[Opening The records section]

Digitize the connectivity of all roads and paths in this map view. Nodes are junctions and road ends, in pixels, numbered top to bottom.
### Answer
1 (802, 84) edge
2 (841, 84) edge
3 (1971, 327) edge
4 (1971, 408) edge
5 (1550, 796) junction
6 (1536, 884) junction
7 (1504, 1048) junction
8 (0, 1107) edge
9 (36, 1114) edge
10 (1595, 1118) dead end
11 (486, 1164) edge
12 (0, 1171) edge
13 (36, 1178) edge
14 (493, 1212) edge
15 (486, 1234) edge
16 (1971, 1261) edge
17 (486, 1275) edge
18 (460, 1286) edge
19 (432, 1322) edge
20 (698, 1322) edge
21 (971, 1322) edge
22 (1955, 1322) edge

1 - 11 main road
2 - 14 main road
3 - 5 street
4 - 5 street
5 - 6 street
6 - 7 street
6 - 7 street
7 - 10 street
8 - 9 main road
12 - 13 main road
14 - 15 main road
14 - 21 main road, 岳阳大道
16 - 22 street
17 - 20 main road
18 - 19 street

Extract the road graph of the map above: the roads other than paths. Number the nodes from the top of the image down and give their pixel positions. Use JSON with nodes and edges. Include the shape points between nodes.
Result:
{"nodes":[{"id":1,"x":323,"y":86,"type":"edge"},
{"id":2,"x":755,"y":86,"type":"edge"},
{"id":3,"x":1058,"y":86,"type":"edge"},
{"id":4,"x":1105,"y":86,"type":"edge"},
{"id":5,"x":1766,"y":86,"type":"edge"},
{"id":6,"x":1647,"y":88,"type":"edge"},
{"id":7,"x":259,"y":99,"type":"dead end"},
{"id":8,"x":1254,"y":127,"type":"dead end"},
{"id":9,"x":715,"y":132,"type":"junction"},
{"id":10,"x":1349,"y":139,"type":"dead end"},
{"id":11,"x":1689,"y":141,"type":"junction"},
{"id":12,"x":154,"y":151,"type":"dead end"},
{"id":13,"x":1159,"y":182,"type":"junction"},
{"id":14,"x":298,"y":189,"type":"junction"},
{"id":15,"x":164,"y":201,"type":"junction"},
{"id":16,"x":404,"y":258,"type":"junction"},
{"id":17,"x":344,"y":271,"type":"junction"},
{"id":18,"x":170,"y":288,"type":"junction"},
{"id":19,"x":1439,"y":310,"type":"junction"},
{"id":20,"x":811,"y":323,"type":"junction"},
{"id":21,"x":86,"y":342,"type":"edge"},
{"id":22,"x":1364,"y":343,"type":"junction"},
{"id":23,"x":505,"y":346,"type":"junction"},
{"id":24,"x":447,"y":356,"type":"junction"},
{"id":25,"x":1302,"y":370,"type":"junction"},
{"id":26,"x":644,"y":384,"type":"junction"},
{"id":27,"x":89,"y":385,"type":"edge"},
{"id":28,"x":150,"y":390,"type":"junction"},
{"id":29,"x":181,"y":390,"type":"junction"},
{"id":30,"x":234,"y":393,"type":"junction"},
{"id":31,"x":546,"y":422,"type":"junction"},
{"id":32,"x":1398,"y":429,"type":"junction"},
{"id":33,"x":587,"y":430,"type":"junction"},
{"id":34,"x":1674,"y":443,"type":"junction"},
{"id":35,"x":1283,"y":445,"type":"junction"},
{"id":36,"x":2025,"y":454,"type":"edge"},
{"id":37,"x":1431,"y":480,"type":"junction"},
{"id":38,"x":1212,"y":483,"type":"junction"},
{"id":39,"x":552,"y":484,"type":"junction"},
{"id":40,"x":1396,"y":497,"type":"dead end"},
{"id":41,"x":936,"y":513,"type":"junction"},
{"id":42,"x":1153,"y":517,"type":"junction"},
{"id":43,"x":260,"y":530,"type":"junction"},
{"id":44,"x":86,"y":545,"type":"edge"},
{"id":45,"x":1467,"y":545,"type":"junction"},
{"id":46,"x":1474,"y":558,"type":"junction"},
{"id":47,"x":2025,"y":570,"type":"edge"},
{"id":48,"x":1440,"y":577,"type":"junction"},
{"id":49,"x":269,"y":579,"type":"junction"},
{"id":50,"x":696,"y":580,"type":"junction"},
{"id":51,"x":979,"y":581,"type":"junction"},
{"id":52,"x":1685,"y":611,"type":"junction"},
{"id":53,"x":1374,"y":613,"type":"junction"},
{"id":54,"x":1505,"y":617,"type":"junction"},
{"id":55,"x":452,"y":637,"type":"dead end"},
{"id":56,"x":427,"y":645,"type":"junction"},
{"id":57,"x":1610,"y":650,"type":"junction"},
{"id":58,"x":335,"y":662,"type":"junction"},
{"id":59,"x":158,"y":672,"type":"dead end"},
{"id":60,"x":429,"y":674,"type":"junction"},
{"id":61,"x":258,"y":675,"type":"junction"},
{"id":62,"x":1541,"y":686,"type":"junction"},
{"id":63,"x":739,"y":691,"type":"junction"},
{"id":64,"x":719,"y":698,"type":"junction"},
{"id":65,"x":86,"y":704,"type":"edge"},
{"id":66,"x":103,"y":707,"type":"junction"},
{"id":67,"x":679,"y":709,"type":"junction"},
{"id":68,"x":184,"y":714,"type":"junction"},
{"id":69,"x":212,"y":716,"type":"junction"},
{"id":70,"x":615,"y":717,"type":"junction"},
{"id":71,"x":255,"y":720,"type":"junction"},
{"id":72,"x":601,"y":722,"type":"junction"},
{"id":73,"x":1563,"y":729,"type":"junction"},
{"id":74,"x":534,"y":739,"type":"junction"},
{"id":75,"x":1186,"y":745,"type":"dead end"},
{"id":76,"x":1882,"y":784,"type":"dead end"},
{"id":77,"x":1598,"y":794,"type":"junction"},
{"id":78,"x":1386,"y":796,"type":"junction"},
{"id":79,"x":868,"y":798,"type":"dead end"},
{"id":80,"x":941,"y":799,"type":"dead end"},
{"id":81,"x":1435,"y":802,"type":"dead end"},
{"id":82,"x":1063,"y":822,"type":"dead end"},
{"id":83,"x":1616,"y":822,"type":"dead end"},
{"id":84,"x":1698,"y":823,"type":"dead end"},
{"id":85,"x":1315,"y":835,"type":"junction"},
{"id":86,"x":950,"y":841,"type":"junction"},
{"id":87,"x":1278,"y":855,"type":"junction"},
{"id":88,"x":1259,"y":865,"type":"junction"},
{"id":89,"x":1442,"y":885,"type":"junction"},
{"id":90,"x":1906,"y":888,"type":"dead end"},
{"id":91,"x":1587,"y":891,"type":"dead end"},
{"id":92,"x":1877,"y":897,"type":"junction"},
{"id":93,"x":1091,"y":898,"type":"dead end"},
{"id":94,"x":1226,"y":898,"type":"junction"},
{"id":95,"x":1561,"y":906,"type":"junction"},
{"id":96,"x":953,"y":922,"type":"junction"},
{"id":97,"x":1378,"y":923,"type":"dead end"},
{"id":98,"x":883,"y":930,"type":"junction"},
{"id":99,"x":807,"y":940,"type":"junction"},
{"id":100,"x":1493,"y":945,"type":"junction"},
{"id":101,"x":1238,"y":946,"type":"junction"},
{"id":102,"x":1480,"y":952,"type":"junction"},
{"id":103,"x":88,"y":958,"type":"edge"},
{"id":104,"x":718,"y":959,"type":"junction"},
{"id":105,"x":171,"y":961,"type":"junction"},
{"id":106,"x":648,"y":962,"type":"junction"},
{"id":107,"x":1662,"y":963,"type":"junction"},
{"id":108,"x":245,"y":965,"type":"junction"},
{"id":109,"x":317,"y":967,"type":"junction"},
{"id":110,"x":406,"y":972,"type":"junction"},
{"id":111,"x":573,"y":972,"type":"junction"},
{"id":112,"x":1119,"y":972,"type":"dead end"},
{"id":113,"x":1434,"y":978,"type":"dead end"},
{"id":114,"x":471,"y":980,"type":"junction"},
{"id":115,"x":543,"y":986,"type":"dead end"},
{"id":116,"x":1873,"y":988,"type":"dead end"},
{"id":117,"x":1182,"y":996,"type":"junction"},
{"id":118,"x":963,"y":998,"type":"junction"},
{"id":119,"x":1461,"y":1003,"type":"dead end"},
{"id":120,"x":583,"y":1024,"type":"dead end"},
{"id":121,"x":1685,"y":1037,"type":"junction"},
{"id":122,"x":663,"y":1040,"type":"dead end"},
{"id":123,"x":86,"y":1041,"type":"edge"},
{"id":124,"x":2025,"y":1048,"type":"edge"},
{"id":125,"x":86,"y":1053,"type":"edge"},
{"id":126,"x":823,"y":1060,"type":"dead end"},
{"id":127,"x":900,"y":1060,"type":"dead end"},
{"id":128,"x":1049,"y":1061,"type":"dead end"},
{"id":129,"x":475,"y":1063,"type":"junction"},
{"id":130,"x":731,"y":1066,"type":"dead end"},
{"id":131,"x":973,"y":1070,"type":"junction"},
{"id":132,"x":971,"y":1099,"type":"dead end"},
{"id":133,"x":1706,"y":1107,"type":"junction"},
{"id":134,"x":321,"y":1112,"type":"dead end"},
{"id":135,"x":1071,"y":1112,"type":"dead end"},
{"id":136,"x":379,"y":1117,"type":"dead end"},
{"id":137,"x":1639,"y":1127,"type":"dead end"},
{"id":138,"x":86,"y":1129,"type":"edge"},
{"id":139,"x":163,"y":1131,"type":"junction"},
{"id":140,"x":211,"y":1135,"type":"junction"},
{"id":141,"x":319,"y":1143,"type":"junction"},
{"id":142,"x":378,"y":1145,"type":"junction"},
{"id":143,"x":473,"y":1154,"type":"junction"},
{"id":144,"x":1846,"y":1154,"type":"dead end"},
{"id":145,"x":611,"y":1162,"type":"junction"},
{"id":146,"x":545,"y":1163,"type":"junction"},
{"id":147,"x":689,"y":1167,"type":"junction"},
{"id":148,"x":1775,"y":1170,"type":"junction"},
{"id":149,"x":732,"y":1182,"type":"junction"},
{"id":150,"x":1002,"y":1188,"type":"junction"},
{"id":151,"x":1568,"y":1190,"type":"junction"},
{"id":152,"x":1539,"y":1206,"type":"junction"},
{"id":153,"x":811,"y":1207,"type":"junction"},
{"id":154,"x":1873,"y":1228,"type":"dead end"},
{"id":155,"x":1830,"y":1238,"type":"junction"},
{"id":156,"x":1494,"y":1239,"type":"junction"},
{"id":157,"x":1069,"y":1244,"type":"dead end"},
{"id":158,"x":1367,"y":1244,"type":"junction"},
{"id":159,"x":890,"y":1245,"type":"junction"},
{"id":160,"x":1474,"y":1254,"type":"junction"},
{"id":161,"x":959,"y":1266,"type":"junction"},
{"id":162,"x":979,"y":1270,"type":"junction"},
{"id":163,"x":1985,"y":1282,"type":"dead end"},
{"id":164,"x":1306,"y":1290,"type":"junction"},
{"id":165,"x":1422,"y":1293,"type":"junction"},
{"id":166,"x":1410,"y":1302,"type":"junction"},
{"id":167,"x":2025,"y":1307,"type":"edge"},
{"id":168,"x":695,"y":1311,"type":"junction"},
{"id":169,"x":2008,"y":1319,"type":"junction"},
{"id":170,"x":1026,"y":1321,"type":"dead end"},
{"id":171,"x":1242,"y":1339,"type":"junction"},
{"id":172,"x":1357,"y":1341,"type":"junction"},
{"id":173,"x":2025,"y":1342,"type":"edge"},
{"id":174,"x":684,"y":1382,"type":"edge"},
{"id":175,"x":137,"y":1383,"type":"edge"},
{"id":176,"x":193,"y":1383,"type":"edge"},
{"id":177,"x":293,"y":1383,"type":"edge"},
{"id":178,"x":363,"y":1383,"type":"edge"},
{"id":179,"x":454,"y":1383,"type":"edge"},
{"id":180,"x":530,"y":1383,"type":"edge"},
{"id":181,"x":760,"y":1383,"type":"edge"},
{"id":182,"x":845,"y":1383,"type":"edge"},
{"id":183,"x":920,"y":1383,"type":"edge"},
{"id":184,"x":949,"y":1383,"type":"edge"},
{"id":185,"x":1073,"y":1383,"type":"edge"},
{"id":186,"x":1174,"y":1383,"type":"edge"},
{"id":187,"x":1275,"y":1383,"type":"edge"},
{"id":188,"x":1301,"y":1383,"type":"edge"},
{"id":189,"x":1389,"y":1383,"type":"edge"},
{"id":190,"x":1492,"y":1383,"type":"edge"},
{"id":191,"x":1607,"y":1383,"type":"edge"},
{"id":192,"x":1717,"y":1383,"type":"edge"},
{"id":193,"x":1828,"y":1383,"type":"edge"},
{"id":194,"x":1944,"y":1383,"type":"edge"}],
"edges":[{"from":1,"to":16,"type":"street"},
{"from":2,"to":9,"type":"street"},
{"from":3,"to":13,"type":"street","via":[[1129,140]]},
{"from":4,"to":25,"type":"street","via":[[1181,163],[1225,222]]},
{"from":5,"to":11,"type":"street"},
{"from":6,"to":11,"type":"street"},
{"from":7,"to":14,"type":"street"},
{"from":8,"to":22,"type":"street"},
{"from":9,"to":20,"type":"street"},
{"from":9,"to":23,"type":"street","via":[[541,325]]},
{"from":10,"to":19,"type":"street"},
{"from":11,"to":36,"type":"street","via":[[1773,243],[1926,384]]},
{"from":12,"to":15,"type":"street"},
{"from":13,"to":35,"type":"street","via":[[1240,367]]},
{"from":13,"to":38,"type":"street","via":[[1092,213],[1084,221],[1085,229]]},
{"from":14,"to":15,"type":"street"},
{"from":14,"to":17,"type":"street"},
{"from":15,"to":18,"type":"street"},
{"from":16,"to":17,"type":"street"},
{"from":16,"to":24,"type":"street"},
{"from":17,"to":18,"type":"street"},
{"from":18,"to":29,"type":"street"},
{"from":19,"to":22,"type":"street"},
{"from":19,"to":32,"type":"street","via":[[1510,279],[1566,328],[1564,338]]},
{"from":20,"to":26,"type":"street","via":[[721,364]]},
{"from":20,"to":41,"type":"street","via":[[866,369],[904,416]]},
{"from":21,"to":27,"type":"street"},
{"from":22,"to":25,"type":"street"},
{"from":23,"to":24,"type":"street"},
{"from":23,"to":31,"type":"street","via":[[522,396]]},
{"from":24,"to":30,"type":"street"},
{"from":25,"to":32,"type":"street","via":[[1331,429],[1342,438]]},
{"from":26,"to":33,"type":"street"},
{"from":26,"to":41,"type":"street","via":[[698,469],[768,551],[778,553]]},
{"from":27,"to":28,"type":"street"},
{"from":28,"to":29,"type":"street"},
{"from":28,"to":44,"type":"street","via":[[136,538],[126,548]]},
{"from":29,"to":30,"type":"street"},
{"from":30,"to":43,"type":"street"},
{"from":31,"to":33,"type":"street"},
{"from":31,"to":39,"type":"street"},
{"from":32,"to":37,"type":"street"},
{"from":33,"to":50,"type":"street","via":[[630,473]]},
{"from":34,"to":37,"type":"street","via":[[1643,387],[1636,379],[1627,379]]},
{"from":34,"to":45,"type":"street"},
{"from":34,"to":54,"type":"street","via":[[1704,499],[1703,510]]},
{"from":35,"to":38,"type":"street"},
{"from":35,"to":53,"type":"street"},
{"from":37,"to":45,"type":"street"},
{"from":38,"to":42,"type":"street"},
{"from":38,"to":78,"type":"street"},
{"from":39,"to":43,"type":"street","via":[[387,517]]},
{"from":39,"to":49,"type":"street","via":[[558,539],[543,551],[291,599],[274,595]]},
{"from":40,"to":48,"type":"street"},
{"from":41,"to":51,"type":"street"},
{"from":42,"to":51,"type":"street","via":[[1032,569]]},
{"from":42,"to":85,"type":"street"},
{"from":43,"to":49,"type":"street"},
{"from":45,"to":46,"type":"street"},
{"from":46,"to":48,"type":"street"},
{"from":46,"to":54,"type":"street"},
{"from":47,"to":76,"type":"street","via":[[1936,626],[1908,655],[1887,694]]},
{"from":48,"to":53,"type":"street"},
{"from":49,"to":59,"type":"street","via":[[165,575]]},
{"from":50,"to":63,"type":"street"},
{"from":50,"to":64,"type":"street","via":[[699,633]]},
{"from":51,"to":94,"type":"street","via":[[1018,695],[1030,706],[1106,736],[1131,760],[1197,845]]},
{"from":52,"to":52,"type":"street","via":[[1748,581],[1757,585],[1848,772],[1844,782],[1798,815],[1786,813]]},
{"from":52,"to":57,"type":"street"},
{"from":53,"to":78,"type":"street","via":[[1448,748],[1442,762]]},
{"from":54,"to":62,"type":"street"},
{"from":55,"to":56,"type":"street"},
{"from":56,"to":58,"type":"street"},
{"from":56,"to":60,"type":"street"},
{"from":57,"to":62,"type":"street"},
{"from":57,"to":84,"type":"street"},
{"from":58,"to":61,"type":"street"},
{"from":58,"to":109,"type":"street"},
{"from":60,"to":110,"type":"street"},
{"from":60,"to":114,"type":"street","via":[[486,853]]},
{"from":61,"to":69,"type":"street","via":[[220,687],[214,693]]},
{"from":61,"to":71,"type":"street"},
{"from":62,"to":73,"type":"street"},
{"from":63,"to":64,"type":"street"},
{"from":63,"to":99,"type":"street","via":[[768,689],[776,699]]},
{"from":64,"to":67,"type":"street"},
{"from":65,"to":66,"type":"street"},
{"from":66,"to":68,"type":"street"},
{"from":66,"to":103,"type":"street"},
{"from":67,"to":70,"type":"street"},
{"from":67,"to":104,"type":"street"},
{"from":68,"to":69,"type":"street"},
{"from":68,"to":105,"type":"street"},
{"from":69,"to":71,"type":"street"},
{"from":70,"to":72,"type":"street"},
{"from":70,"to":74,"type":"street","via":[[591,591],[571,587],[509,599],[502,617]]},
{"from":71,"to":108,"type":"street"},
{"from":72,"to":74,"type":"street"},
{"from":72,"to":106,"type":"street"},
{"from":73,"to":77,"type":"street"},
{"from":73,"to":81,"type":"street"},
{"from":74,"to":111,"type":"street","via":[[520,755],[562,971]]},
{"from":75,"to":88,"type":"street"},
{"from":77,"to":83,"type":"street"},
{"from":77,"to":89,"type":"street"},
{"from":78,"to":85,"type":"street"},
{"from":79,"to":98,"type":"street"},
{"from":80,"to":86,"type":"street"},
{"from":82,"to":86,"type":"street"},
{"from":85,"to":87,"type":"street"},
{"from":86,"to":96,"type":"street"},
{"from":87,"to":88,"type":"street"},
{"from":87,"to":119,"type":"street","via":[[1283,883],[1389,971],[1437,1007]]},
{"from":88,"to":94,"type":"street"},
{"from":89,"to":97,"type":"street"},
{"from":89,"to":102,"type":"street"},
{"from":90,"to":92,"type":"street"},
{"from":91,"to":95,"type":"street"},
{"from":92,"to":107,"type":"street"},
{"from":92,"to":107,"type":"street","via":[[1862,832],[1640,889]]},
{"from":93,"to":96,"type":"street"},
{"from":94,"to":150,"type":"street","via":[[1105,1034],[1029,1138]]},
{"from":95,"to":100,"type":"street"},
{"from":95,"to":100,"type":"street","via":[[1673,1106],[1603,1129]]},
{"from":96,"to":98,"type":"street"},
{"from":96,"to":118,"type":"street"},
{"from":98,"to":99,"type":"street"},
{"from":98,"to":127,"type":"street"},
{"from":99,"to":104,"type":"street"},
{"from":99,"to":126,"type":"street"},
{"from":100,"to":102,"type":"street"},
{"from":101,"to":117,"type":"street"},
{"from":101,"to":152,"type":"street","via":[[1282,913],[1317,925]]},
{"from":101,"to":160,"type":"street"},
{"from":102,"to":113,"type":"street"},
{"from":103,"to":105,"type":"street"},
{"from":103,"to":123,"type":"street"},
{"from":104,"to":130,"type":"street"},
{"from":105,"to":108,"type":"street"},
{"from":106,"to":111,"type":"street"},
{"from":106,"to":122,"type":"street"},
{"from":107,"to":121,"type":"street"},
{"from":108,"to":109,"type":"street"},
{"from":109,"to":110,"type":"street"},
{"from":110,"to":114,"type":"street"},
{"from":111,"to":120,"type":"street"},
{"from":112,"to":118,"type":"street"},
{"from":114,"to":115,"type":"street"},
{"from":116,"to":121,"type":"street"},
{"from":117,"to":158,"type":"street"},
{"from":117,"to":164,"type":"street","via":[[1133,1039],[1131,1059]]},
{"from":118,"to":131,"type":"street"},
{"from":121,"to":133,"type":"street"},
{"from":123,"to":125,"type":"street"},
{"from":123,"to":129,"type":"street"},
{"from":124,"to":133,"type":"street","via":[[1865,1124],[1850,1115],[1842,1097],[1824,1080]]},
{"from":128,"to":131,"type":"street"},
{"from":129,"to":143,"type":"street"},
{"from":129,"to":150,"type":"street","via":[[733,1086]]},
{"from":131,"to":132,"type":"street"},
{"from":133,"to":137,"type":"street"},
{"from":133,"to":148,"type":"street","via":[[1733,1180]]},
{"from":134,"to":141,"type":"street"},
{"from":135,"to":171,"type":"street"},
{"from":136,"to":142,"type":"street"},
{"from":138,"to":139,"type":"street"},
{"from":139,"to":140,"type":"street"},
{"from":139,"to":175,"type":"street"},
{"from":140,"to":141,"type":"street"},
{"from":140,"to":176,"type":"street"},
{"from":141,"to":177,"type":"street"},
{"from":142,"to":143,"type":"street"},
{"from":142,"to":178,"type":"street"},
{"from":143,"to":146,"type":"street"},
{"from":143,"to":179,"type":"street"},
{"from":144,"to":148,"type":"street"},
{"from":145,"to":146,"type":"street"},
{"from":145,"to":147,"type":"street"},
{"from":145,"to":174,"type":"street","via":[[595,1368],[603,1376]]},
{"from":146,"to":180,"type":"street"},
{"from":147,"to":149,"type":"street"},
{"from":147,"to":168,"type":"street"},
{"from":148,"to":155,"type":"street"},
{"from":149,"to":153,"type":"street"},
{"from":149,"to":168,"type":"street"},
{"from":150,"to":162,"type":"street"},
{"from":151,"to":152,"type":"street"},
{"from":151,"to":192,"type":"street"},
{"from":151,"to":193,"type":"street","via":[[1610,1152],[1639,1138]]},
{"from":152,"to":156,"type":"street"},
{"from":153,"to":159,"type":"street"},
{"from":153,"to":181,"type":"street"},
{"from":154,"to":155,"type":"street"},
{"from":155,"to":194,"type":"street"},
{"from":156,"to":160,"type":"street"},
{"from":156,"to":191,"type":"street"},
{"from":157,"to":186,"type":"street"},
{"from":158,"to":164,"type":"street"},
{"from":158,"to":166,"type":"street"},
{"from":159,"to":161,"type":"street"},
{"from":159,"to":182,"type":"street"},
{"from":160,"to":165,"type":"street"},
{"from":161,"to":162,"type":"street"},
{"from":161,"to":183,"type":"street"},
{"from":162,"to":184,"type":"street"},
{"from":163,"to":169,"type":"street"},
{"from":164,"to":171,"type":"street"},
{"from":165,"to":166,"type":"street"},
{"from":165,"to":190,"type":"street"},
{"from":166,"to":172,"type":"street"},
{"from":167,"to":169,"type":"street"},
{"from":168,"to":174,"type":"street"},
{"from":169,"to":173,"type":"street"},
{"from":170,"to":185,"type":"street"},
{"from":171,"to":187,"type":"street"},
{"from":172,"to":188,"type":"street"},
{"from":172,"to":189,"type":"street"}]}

[Closing The records section]

> _What you will do_
From the opening line of the data above through the line that contains "Extract the road", please print each line as it stands and only those lines.

> _Completed task_
Digitize the connectivity of all roads and paths in this map view. Nodes are junctions and road ends, in pixels, numbered top to bottom.
### Answer
1 (802, 84) edge
2 (841, 84) edge
3 (1971, 327) edge
4 (1971, 408) edge
5 (1550, 796) junction
6 (1536, 884) junction
7 (1504, 1048) junction
8 (0, 1107) edge
9 (36, 1114) edge
10 (1595, 1118) dead end
11 (486, 1164) edge
12 (0, 1171) edge
13 (36, 1178) edge
14 (493, 1212) edge
15 (486, 1234) edge
16 (1971, 1261) edge
17 (486, 1275) edge
18 (460, 1286) edge
19 (432, 1322) edge
20 (698, 1322) edge
21 (971, 1322) edge
22 (1955, 1322) edge

1 - 11 main road
2 - 14 main road
3 - 5 street
4 - 5 street
5 - 6 street
6 - 7 street
6 - 7 street
7 - 10 street
8 - 9 main road
12 - 13 main road
14 - 15 main road
14 - 21 main road, 岳阳大道
16 - 22 street
17 - 20 main road
18 - 19 street

Extract the road graph of the map above: the roads other than paths. Number the nodes from the top of the image down and give their pixel positions. Use JSON with nodes and edges. Include the shape points between nodes.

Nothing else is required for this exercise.